Work order: If a line of the records contains the string "Ershaid", copy it out.

Exercise data:

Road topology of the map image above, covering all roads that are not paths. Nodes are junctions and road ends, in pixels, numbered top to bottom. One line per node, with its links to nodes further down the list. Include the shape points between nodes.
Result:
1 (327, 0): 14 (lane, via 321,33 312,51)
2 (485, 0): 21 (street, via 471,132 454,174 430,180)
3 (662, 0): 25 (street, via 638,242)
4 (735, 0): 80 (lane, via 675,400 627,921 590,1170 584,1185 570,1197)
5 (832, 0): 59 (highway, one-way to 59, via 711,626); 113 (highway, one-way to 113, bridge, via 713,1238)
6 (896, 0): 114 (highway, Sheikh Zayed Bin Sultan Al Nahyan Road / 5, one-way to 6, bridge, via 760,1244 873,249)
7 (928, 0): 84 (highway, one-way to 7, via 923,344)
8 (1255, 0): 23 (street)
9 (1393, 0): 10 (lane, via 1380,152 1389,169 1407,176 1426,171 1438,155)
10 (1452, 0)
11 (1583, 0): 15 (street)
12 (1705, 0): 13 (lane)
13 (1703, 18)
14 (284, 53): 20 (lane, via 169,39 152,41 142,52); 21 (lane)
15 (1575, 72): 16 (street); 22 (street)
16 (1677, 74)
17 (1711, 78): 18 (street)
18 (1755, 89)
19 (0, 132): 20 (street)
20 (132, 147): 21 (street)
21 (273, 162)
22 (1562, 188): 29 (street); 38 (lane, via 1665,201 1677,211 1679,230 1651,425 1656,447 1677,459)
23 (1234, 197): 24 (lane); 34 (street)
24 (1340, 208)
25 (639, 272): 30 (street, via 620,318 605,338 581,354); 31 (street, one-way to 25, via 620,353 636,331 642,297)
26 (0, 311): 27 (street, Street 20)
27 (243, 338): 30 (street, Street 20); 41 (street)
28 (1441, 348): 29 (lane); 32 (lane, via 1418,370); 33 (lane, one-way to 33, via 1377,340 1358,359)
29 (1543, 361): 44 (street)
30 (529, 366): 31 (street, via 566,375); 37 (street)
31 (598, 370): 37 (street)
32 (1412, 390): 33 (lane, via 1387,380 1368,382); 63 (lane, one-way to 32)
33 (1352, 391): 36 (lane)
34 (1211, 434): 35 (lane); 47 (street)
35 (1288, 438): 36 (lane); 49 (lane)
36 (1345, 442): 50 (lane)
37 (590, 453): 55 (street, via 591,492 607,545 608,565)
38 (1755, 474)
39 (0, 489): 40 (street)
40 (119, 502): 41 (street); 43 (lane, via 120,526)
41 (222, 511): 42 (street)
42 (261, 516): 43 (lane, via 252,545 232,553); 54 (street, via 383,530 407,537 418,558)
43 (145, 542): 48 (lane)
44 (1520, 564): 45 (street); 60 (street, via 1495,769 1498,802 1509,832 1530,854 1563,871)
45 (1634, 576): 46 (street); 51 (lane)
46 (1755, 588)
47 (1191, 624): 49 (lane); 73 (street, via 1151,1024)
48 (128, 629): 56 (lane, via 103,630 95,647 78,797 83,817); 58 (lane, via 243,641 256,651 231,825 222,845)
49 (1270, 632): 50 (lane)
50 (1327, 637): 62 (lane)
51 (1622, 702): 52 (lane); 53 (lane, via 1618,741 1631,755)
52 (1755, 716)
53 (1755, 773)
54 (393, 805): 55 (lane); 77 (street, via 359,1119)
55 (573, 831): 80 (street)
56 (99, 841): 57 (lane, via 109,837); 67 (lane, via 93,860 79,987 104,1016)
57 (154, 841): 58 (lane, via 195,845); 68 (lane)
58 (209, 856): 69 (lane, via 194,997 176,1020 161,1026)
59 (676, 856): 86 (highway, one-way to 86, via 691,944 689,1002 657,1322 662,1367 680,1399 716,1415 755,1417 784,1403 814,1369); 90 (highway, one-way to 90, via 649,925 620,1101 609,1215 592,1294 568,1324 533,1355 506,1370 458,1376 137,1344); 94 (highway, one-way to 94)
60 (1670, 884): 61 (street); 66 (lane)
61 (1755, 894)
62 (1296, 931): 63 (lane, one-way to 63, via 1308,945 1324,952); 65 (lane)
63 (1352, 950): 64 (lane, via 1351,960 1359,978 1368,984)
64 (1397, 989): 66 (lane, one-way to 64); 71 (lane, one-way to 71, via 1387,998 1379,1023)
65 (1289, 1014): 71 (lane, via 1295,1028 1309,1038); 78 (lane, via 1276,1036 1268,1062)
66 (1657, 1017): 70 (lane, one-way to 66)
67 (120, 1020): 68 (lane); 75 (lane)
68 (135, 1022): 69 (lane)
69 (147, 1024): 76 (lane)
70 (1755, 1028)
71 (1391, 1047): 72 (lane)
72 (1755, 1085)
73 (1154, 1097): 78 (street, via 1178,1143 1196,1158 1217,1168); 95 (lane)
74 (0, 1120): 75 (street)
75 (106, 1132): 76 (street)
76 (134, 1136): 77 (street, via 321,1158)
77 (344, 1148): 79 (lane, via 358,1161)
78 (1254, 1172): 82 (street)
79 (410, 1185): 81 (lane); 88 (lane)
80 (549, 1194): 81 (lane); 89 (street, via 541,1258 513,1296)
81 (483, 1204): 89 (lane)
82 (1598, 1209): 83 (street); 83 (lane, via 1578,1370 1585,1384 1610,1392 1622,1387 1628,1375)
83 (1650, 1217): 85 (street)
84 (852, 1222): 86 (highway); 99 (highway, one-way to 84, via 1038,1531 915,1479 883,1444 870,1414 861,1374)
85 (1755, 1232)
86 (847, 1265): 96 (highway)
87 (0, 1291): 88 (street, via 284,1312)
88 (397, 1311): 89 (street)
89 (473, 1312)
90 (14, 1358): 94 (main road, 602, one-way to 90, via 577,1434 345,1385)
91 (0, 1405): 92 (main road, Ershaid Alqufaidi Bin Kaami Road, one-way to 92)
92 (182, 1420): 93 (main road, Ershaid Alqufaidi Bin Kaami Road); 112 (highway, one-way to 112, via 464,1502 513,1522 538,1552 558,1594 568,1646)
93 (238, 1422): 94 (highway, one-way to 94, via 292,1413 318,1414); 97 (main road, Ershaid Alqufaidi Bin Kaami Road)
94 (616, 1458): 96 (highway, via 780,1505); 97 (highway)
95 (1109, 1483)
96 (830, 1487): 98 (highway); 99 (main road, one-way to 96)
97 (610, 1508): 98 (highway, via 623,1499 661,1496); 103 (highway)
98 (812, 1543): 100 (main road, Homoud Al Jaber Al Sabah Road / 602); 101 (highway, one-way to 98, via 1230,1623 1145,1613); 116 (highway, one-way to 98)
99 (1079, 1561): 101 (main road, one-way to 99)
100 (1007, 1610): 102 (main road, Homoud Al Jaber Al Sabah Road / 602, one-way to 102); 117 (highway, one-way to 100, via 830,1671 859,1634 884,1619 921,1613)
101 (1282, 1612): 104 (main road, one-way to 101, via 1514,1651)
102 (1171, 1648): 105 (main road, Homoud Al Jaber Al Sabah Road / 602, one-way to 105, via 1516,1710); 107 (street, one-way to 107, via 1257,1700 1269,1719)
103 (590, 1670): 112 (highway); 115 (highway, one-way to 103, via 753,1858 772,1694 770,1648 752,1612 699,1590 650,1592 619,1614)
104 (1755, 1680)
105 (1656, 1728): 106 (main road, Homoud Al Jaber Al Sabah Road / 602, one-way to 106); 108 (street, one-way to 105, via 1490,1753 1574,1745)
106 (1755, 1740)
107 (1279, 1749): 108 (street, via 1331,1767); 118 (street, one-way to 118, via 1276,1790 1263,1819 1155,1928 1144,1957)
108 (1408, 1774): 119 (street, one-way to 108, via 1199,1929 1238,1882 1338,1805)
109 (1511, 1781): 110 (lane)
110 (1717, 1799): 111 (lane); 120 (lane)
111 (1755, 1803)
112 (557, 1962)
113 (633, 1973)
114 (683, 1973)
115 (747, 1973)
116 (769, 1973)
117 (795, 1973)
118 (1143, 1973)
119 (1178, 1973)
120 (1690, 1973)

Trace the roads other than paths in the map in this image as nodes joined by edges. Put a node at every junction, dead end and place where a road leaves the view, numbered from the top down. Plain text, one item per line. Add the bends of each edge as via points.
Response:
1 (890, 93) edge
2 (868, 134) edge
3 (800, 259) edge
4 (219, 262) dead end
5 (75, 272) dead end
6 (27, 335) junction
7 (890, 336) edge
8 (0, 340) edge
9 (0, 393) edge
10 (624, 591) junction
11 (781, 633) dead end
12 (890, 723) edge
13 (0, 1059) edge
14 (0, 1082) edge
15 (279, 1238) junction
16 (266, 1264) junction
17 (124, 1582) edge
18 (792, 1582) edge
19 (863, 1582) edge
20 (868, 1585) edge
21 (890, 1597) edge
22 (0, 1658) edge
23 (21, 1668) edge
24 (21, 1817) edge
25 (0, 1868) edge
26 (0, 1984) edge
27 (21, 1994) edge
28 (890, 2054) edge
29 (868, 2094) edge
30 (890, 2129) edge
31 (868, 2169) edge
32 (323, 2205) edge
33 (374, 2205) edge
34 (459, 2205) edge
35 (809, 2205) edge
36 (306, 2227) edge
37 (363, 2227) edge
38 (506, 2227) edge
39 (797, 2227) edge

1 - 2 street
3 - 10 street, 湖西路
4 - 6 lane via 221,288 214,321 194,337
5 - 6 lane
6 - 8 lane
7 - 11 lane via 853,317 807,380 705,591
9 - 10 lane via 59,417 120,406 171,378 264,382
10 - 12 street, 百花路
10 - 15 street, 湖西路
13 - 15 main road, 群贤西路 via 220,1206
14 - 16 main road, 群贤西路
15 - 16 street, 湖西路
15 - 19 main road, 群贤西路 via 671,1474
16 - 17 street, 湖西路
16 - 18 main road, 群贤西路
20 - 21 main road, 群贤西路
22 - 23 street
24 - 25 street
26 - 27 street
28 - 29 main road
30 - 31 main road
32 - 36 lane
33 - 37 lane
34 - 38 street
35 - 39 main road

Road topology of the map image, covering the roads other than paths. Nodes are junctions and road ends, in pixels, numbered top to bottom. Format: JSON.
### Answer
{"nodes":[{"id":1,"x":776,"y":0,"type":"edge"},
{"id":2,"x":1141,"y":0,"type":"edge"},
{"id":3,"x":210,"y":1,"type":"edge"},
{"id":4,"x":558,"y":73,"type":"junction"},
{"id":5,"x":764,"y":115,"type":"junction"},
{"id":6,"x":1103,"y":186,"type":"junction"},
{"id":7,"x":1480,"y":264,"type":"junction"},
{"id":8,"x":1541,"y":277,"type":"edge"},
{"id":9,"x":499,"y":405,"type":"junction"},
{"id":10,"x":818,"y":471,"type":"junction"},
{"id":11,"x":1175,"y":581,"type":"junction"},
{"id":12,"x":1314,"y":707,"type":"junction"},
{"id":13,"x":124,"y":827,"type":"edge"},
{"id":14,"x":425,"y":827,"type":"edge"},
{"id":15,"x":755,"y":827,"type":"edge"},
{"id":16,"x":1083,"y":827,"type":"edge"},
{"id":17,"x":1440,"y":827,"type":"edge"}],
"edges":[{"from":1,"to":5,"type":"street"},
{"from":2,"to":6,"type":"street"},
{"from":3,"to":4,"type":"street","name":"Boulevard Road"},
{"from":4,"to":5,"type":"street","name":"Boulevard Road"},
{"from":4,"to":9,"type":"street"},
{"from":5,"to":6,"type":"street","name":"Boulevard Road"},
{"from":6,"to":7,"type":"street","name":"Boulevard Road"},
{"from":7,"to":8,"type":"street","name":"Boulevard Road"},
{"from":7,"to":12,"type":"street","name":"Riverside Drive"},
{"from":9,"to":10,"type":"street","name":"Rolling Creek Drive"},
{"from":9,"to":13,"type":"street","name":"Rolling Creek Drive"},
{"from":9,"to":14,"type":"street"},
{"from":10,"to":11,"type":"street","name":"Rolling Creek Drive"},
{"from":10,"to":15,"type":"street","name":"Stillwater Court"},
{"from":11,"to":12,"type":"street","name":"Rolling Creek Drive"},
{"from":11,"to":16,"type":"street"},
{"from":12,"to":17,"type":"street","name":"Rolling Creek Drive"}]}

Exercise answer:
91 (0, 1405): 92 (main road, Ershaid Alqufaidi Bin Kaami Road, one-way to 92)
92 (182, 1420): 93 (main road, Ershaid Alqufaidi Bin Kaami Road); 112 (highway, one-way to 112, via 464,1502 513,1522 538,1552 558,1594 568,1646)
93 (238, 1422): 94 (highway, one-way to 94, via 292,1413 318,1414); 97 (main road, Ershaid Alqufaidi Bin Kaami Road)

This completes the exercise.